Task input:
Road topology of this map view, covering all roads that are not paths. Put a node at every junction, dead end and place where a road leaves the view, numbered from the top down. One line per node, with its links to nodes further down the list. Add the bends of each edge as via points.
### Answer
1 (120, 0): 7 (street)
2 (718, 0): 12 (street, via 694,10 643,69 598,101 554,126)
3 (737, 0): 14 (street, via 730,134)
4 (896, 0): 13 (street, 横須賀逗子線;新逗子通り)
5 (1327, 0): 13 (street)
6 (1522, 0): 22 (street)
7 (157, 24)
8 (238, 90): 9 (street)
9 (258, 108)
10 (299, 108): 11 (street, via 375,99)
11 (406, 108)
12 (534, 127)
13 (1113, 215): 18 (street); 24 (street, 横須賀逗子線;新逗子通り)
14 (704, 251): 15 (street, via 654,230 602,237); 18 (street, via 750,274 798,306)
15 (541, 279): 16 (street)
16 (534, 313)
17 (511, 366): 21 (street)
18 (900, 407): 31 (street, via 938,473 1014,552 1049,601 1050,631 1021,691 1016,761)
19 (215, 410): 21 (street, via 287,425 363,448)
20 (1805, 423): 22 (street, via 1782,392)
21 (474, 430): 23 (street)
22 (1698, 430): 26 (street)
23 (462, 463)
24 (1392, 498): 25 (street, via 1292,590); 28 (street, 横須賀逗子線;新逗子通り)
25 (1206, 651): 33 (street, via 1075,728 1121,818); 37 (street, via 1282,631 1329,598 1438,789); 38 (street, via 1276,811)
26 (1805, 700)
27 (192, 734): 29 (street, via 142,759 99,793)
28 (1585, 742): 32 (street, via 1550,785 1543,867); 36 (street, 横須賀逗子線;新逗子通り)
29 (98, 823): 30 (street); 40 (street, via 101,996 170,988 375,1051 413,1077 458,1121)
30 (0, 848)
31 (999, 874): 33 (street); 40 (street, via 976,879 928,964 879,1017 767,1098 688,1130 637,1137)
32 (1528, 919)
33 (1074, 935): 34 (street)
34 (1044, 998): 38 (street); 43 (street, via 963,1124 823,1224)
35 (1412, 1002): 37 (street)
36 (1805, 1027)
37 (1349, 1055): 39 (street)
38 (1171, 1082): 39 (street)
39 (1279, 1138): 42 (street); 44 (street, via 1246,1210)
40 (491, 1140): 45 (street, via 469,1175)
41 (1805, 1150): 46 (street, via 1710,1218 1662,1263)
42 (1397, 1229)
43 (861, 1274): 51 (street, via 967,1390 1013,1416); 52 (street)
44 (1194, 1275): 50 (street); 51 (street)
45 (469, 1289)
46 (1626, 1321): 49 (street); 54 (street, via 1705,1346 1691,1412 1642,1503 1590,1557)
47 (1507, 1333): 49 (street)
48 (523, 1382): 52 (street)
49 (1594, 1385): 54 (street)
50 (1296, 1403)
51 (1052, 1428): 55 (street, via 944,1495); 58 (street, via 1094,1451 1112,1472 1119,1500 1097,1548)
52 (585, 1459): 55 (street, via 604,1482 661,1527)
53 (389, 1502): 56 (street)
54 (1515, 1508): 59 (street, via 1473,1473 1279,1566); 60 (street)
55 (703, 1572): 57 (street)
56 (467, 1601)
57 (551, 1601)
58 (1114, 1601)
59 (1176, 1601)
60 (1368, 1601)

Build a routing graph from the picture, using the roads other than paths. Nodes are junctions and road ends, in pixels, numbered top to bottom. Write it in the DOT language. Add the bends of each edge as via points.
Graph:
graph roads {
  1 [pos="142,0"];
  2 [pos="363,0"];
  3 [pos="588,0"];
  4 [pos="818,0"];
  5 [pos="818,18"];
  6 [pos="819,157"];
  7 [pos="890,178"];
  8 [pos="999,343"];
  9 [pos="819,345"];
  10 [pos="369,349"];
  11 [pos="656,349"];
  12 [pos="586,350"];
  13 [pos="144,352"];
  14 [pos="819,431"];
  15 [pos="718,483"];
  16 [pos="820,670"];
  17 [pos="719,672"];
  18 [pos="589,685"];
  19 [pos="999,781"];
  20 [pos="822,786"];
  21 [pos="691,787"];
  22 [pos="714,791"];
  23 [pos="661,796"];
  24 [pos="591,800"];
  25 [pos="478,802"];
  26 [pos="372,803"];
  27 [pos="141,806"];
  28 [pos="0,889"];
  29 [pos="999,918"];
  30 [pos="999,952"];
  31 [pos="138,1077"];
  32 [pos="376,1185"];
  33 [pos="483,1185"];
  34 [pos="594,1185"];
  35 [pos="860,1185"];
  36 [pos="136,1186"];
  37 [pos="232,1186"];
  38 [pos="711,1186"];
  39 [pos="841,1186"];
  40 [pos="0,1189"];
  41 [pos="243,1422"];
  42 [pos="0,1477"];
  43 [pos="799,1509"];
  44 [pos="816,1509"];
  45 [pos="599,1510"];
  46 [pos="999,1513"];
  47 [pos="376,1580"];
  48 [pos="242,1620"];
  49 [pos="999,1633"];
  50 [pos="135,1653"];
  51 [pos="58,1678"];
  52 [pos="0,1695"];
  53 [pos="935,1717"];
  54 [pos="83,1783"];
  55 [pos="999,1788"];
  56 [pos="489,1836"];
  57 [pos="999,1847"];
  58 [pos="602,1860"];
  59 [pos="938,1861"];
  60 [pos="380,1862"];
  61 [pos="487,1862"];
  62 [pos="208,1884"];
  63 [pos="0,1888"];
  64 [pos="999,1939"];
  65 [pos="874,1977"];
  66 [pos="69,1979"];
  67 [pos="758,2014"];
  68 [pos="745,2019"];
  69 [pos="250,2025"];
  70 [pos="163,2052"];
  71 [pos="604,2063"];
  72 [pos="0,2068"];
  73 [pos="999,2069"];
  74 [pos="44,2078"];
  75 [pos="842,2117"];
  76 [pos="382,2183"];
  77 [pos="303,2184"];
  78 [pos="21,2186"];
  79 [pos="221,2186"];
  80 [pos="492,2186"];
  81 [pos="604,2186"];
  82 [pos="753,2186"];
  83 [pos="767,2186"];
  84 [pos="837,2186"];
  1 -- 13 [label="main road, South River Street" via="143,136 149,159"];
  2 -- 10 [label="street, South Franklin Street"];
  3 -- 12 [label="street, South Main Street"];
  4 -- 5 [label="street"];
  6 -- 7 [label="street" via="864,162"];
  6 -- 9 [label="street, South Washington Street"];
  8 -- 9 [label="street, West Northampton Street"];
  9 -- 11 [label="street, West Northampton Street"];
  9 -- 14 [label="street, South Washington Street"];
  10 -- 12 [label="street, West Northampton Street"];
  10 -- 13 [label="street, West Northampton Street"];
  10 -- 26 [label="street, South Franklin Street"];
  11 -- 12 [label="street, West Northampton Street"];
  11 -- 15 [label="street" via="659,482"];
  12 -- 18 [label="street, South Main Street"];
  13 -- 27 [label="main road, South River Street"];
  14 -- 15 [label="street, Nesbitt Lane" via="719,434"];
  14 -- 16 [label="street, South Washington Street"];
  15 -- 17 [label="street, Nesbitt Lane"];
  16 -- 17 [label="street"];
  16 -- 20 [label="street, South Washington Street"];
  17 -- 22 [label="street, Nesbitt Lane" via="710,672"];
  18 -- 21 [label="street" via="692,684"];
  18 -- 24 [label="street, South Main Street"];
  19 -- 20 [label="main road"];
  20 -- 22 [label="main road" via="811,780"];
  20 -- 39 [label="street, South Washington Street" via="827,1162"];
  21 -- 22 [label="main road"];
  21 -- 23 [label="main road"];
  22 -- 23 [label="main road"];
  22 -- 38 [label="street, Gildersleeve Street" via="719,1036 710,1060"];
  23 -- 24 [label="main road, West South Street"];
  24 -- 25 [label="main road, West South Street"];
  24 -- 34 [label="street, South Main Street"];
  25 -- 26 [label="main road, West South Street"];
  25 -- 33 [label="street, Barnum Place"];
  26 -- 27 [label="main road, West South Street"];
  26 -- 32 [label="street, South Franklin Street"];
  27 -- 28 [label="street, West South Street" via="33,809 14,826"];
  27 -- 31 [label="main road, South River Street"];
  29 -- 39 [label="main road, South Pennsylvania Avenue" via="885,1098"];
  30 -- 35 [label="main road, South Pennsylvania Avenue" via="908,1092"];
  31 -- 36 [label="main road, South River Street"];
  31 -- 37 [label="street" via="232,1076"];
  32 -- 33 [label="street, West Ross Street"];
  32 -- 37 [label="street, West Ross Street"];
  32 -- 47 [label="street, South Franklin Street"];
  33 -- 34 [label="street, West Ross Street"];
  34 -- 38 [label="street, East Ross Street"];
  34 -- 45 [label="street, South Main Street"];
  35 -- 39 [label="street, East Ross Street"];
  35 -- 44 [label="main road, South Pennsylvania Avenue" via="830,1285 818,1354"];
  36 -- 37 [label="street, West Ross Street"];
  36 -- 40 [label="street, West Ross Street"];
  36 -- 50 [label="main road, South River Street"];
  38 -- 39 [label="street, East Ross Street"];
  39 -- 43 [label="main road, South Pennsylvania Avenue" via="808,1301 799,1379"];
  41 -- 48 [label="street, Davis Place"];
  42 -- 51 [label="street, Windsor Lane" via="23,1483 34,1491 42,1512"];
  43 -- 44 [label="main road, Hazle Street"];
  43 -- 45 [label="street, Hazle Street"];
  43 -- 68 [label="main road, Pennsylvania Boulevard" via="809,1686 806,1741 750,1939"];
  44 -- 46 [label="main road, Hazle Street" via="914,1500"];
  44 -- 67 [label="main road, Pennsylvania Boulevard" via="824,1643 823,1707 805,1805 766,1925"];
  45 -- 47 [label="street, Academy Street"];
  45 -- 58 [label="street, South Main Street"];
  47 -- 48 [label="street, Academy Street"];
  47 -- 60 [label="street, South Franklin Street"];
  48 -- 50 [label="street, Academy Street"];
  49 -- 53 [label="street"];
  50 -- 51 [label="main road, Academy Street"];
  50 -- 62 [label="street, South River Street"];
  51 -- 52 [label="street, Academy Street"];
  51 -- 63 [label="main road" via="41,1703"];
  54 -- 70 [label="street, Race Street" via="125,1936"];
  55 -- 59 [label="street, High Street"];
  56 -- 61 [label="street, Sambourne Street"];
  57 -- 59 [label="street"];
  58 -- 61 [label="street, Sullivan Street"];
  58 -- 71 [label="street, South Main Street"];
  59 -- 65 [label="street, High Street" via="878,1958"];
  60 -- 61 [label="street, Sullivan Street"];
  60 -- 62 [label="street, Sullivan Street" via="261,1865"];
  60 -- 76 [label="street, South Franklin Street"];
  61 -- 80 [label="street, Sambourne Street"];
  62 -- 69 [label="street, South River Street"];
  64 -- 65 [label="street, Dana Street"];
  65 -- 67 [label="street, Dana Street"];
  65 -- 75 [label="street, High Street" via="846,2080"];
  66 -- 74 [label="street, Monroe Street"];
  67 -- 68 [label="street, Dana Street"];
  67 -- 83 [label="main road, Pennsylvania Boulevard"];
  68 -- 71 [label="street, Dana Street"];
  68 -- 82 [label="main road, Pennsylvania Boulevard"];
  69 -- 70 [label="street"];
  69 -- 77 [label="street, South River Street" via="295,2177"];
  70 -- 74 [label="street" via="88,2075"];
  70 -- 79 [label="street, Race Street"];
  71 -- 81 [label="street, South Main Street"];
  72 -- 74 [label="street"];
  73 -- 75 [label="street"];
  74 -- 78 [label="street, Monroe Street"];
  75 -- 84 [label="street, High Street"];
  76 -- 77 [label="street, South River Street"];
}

Problem requirements: Which of the lines above mention the word "edge"? Pull those lines out.

Worked solution:
Road topology of this map view, covering all roads that are not paths. Put a node at every junction, dead end and place where a road leaves the view, numbered from the top down. One line per node, with its links to nodes further down the list. Add the bends of each edge as via points.
Build a routing graph from the picture, using the roads other than paths. Nodes are junctions and road ends, in pixels, numbered top to bottom. Write it in the DOT language. Add the bends of each edge as via points.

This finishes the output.